This unconventional convention show is the latest look in campaign coverage. Eight years ago Bill Clinton took to MTV in an attempt to reach young voters. At last week’s GOP convention in Philadelphia, politicians flocked to the Net. At least 35 online sites, large and small, staked out territory in the convention’s Internet Alley. Sam Donaldson hosted nightly Webcasts from the ABCNews.com booth. In the convention hall, upstart Pseudo shelled out $20,000 for a prestigious skybox next to AOL and the network giants. Its site, Pseudopolitics.com, combined grainy 360-degree views from five digital cameras with Web chats and non-stop convention talk. So-called EJs–electronic deejays such as Judgecal, the Billy Idol look-alike in a bowling shirt and black leather pants–moderated the chat at flat-screen monitors.

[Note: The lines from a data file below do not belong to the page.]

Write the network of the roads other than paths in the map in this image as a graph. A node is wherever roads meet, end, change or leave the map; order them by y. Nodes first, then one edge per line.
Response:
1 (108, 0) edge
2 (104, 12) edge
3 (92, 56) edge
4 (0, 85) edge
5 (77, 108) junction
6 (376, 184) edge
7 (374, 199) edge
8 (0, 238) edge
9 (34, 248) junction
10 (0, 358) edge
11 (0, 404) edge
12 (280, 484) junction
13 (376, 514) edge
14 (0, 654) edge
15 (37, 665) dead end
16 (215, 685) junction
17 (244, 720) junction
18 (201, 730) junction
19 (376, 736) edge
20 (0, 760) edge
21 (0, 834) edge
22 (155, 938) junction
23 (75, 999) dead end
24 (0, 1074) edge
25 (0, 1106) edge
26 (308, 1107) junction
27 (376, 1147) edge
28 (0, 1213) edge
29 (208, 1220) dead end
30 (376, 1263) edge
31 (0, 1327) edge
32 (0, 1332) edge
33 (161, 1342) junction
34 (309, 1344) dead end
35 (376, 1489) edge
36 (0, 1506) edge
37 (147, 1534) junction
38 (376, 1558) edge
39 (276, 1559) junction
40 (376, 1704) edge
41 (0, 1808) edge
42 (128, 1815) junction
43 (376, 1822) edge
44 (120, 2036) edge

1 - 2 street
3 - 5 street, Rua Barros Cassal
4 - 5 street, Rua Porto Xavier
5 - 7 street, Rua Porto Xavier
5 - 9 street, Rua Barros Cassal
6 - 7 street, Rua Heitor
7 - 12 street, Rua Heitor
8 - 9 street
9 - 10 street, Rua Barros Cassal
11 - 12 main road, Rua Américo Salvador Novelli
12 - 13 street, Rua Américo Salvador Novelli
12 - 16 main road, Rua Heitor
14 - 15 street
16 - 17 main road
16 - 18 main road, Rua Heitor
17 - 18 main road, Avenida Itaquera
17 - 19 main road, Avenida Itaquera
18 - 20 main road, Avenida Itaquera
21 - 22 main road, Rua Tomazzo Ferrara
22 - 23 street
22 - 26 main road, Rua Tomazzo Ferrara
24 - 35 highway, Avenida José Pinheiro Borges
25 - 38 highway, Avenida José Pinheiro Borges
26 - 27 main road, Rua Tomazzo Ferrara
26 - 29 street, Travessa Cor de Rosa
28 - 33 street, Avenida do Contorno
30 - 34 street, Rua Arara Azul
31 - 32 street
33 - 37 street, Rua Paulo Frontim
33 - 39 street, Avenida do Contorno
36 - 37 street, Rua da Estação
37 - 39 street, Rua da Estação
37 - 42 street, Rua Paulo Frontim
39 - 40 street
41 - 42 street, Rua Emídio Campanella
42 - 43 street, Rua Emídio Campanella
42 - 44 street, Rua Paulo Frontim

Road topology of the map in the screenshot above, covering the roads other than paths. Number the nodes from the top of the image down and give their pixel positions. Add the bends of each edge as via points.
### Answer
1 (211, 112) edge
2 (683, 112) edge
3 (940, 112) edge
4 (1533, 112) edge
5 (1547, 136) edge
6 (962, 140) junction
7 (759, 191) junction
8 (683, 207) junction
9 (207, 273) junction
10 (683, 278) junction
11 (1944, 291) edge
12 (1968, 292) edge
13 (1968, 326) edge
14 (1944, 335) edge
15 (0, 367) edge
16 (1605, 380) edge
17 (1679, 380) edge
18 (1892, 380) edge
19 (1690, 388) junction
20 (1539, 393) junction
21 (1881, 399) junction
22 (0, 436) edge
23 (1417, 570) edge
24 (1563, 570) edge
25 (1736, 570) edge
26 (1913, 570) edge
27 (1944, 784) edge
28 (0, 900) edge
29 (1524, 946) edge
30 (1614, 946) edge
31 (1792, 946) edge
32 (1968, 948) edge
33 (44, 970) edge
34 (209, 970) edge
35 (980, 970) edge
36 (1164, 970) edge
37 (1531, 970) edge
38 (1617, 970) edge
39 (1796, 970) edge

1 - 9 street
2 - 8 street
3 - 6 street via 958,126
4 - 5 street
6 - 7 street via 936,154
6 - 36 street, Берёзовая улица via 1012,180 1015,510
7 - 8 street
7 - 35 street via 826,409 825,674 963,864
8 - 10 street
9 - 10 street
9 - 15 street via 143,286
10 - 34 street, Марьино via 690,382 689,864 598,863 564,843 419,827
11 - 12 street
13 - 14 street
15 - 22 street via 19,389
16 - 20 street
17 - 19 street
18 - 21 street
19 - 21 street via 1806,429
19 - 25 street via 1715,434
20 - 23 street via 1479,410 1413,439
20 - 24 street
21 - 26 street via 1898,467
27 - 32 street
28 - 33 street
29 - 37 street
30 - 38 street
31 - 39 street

The idea was to let Pseudo viewers watch their own director’s cut of the convention-floor show. Site visitors could check out the latest speech from the podium, click to see how the Texas delegation was reacting, then switch back up to the gabfest in the box. “We’re really deconstructing television,” says CEO David Bohrman. Politicians from Pennsylvania Gov. Tom Ridge to civil-rights leader Al Sharpton played along. Media types from across the country also buzzed in and out of the skybox. George magazine, Salon.com and The New York Observer all teamed with Pseudo to produce convention shows. “We are the party room,” said Judgecal. “You look at AOL, it’s dead. You look at CNN, it’s dead.”
Pseudo can’t, or won’t, say just how many people outside the convention hall were tuning in. But senior VP Jeanne Meyer says the first day’s programming drew more viewers than three days of Mars Polar Lander coverage, the site’s previous big draw. “Hopefully, we can say that we’ve gotten a cable-sized audience,” Meyer says.
That sounds like history in the making. Just in case it was, Smithsonian curators grabbed one of Pseudo’s 360-degree cameras off the top of the Texas delegation’s standard; it will join a collection that includes FDR’s fireside-chat microphone. As an innovation, Pseudo’s convention cam “could be the Wright [brothers’] flier, it could be the Tucker [car],” says the Smithsonian’s W. Larry Bird Jr. Either way, expect to see many more of the devices hovering over the 2004 conventions.